As you maybe are suspecting, i have too many hypothesis, that's why i'm seeking for help, so i can go in the right direction.

EDIT 1: Using giraph.maxNumberOfOpenRequests and giraph.waitForRequestsConfirmation=true didn't solve the problem

EDIT 2: I duplicated the netty threads, and assigned the double of the original size to netty buffers, and no change.

EDIT 3: I condensed the messages, 1000 into 1, and get a lot of less messages, but still, same final results.


Solution

  • I isolate the problem using 15 compute threads and 240 partitions.

    I could observe that one partition and one thread was taking too long.

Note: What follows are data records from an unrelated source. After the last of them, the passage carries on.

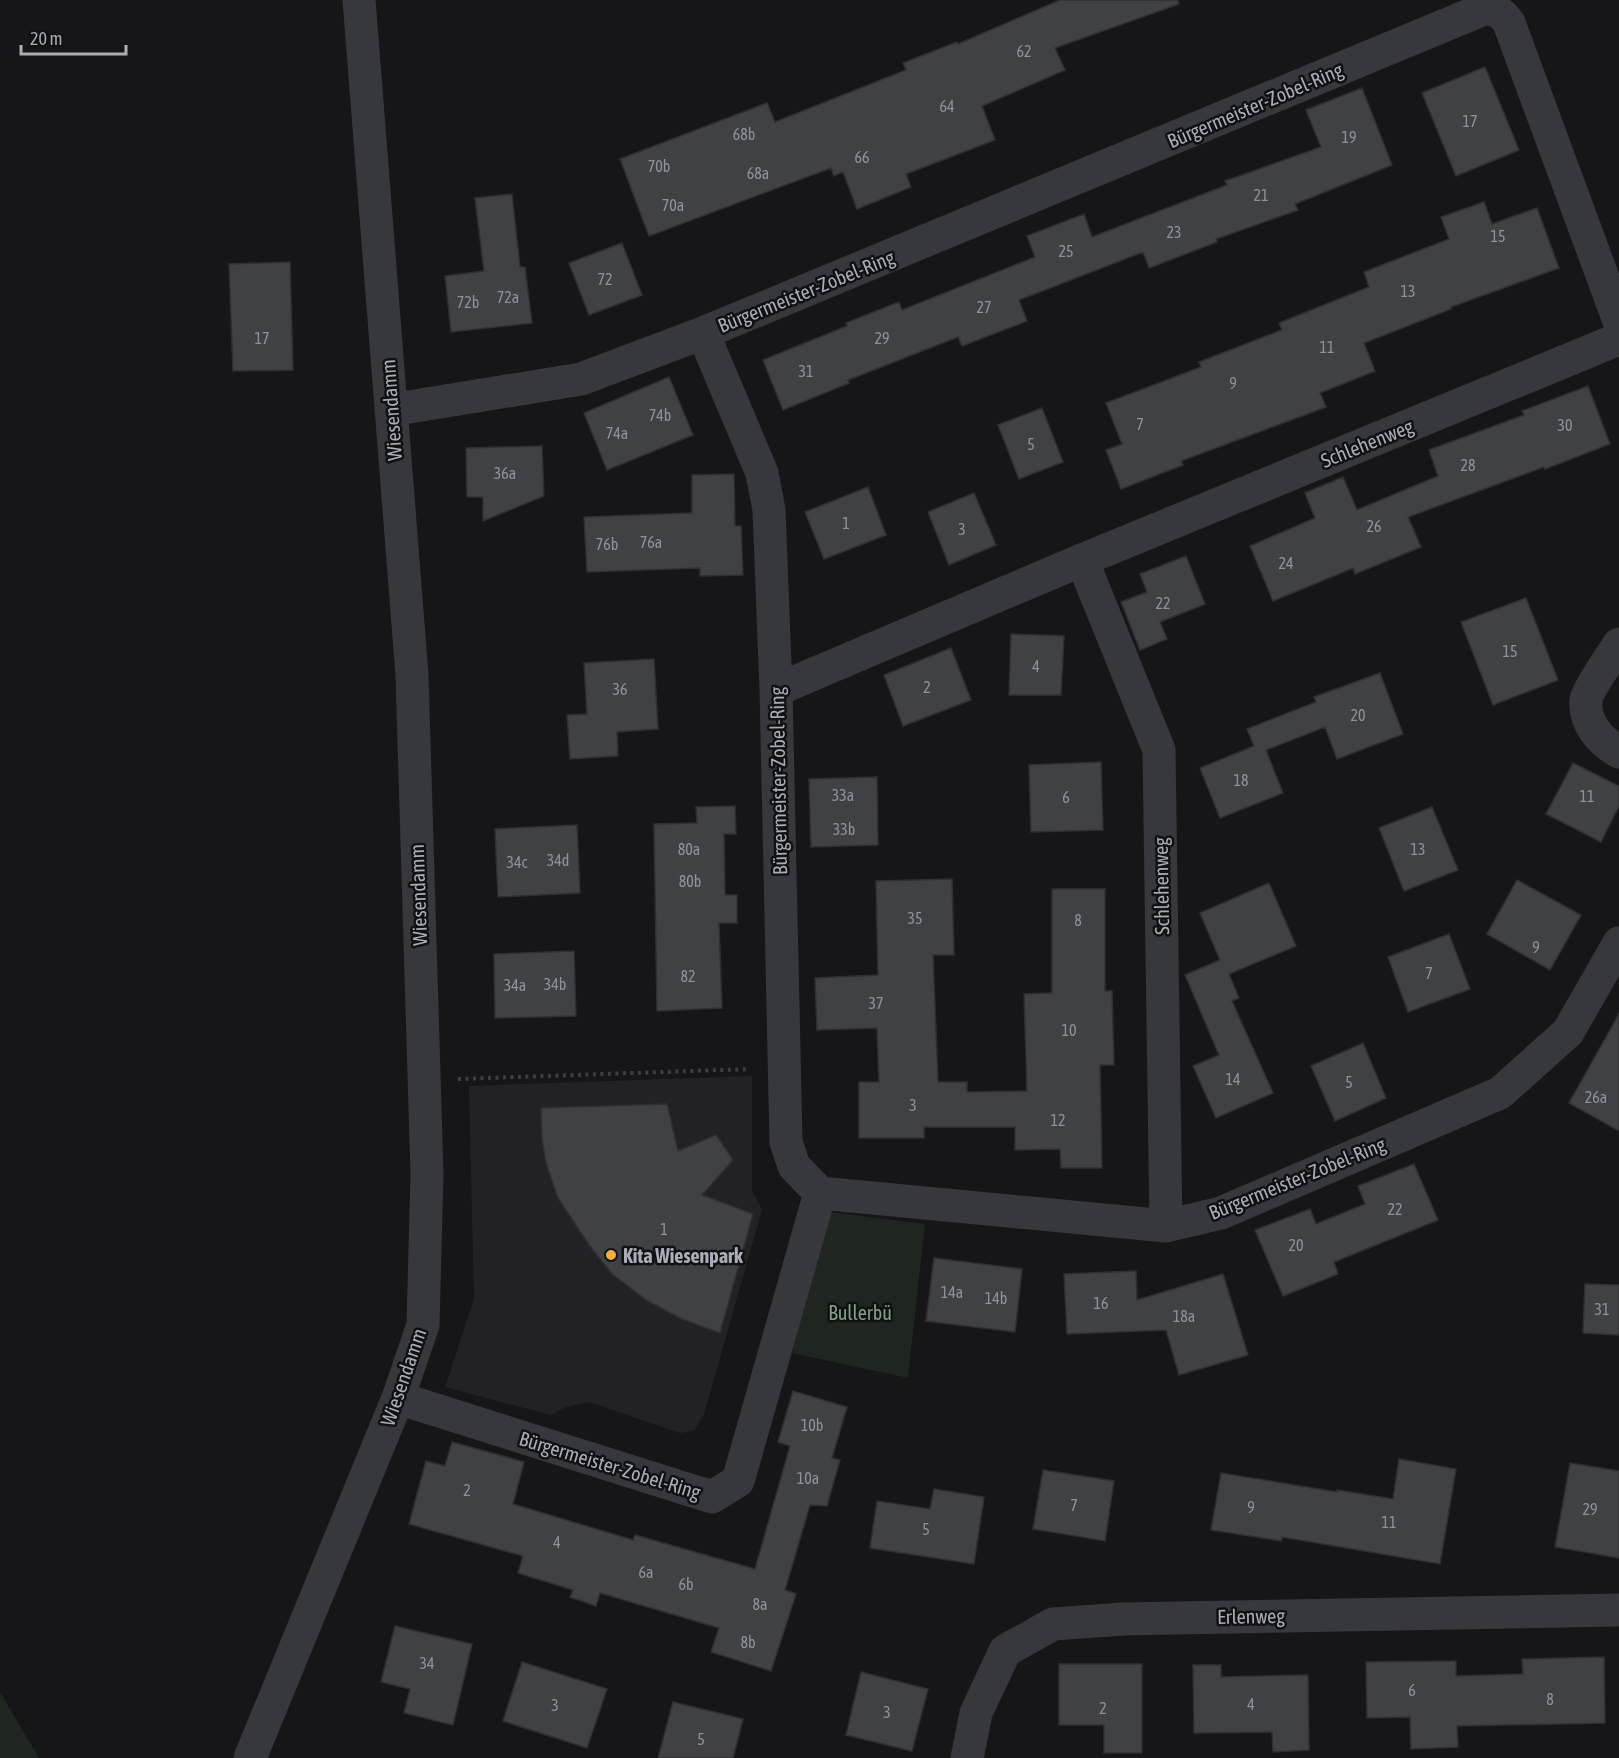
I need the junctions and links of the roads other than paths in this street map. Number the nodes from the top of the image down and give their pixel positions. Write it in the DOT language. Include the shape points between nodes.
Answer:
graph roads {
  1 [pos="359,0"];
  2 [pos="1619,321"];
  3 [pos="703,333"];
  4 [pos="1619,339"];
  5 [pos="391,410"];
  6 [pos="1082,560"];
  7 [pos="1619,644"];
  8 [pos="776,690"];
  9 [pos="1619,752"];
  10 [pos="1619,943"];
  11 [pos="820,1193"];
  12 [pos="1166,1226"];
  13 [pos="398,1398"];
  14 [pos="1619,1610"];
  15 [pos="250,1758"];
  16 [pos="967,1758"];
  1 -- 5 [label="street, Wiesendamm"];
  2 -- 3 [label="street, Bürgermeister-Zobel-Ring" via="1509,23 1499,12 1484,9"];
  3 -- 5 [label="street, Bürgermeister-Zobel-Ring" via="581,378"];
  3 -- 8 [label="street, Bürgermeister-Zobel-Ring" via="762,473 769,510"];
  4 -- 6 [label="street, Schlehenweg"];
  5 -- 13 [label="street, Wiesendamm" via="412,675 427,1174 423,1325"];
  6 -- 8 [label="street, Schlehenweg"];
  6 -- 12 [label="street, Schlehenweg" via="1159,750"];
  7 -- 9 [label="street" via="1586,698 1588,722 1607,745"];
  8 -- 11 [label="street, Bürgermeister-Zobel-Ring" via="786,1142 794,1166"];
  10 -- 12 [label="street, Bürgermeister-Zobel-Ring" via="1569,1032 1500,1093 1221,1213"];
  11 -- 12 [label="street, Bürgermeister-Zobel-Ring"];
  11 -- 13 [label="street, Bürgermeister-Zobel-Ring" via="738,1481 712,1497"];
  13 -- 15 [label="street, Wiesendamm"];
  14 -- 16 [label="street, Erlenweg" via="1123,1618 1053,1624 1005,1651 976,1713"];
}
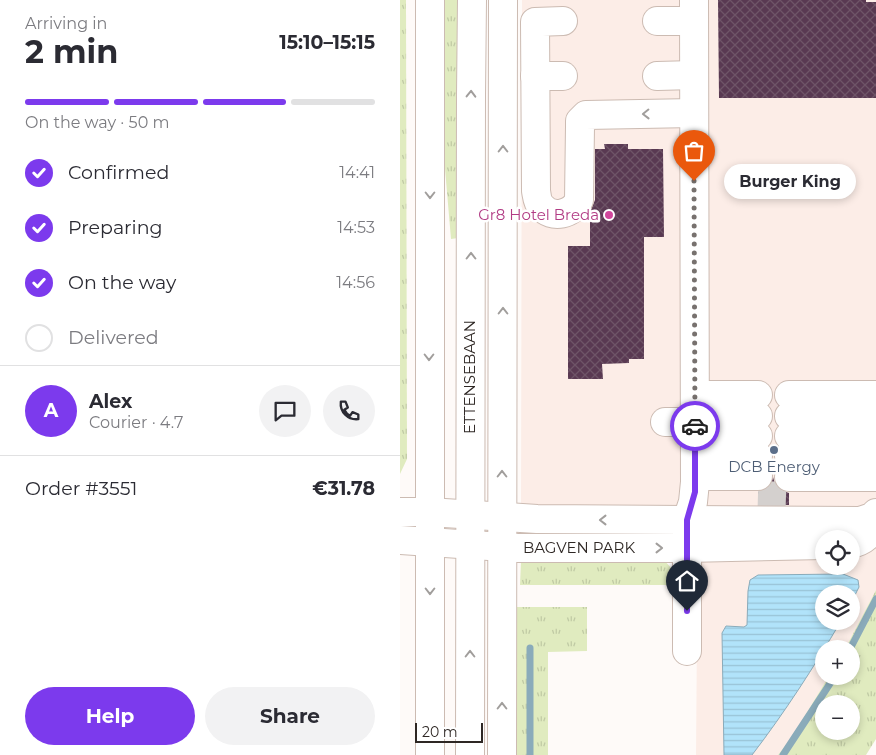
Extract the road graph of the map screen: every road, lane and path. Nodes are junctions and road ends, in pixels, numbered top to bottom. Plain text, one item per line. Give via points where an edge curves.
1 (430, 0) edge
2 (472, 0) edge
3 (503, 0) edge
4 (694, 11) edge
5 (563, 21) dead end
6 (658, 21) dead end
7 (694, 75) junction
8 (563, 76) dead end
9 (658, 76) dead end
10 (535, 82) junction
11 (694, 113) junction
12 (876, 395) edge
13 (876, 416) edge
14 (665, 422) dead end
15 (876, 436) edge
16 (699, 440) junction
17 (758, 446) junction
18 (789, 446) junction
19 (876, 456) edge
20 (876, 478) edge
21 (400, 512) edge
22 (429, 512) junction
23 (876, 513) edge
24 (470, 515) junction
25 (502, 517) junction
26 (687, 520) junction
27 (876, 522) edge
28 (400, 540) edge
29 (860, 541) edge
30 (429, 542) junction
31 (471, 544) junction
32 (815, 544) edge
33 (502, 546) junction
34 (688, 548) junction
35 (687, 651) dead end
36 (430, 755) edge
37 (470, 755) edge
38 (502, 755) edge

1 -> 22 main road
24 -> 2 main road, ETTENSEBAAN
25 -> 3 main road
4 - 6 main road
4 - 7 main road
5 - 10 main road via 535,22
7 - 9 main road
7 - 11 main road
8 - 10 main road
11 -> 10 main road via 591,114 582,118 579,200 571,210 557,214 542,207 537,195
11 - 16 main road
12 - 18 main road
13 - 18 main road
14 - 16 main road
15 - 18 main road
16 - 17 main road
16 - 17 main road
16 - 17 main road via 744,495
16 - 26 main road via 695,492
18 - 19 main road
18 - 20 main road via 843,477
21 - 22 main road, BAGVEN PARK
22 - 24 main road, BAGVEN PARK
22 - 30 main road
23 - 26 main road, BAGVEN PARK via 860,521
24 - 25 main road, BAGVEN PARK
24 - 31 main road, ETTENSEBAAN
26 -> 25 main road, BAGVEN PARK
25 - 33 main road
26 - 34 main road
27 - 29 main road via 867,538
28 - 30 main road, BAGVEN PARK
30 - 31 main road, BAGVEN PARK
30 -> 36 main road
31 - 33 main road, BAGVEN PARK
37 -> 31 main road, ETTENSEBAAN
32 - 34 main road, BAGVEN PARK
33 -> 34 main road, BAGVEN PARK
38 -> 33 main road
34 - 35 main road

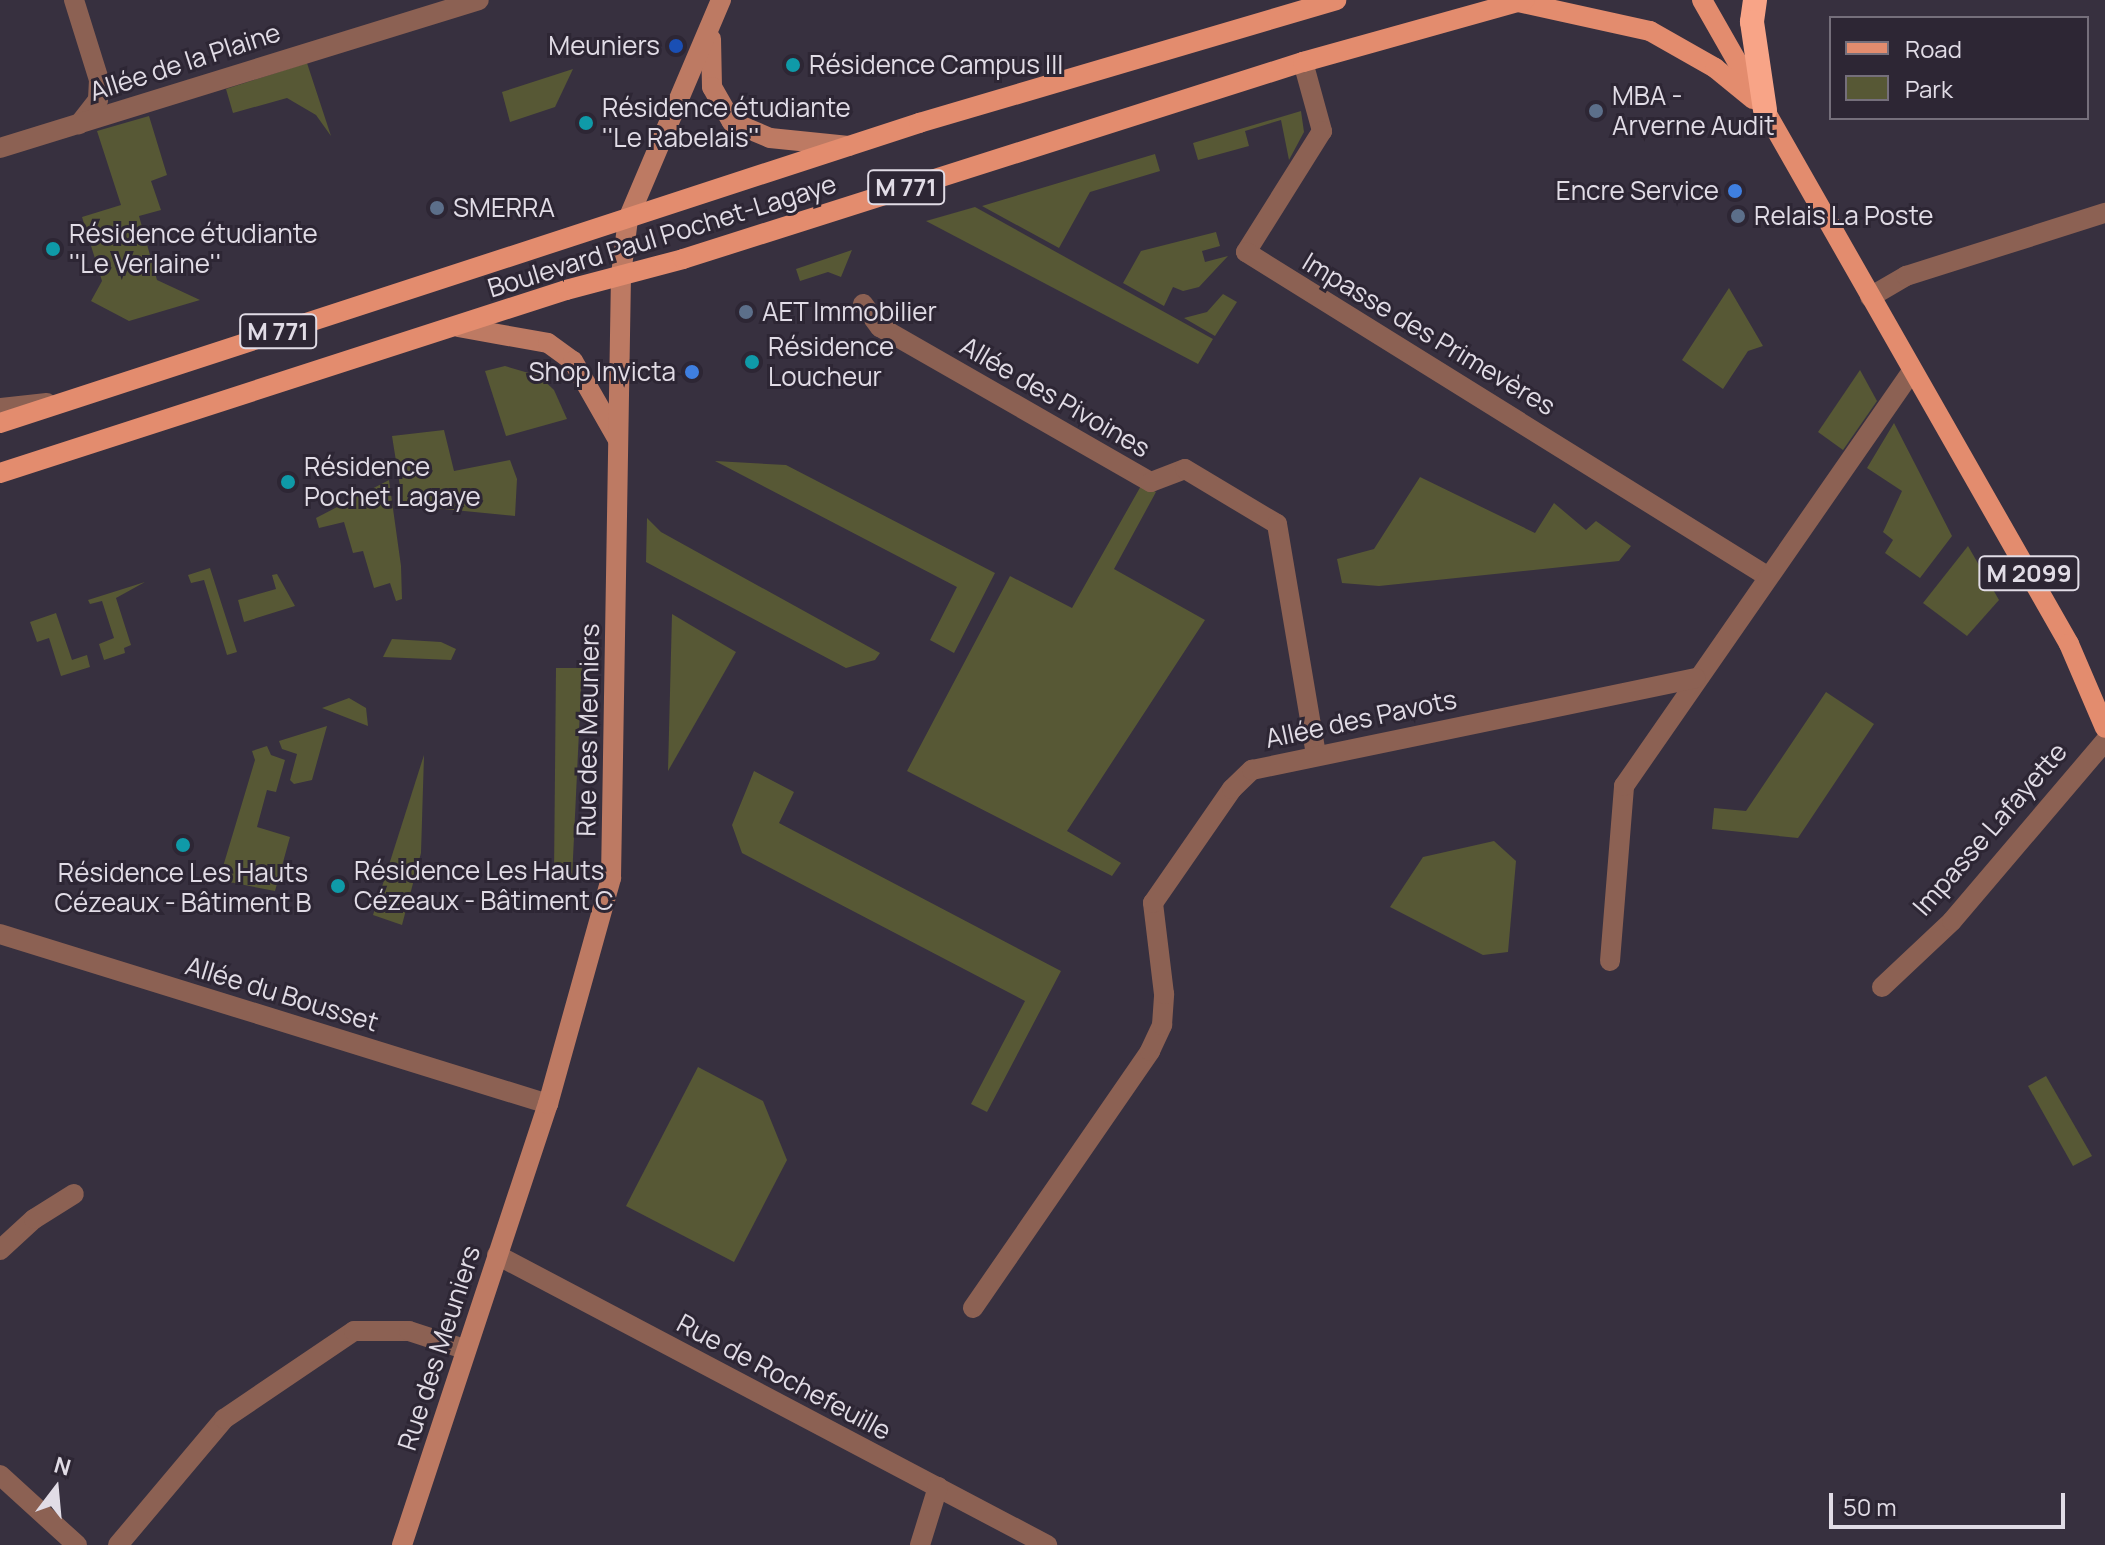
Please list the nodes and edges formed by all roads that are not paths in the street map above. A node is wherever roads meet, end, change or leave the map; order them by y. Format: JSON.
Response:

    So i check the code, searching for something that could take that long. And i found it, i was concatenating strings using + instead of StringBuilder (i believed that the compiler switch the "+" for StringBuilder.append(), as someone suggested here). But this wasn't the case. The time decreases dramatically and the application finishs, finally.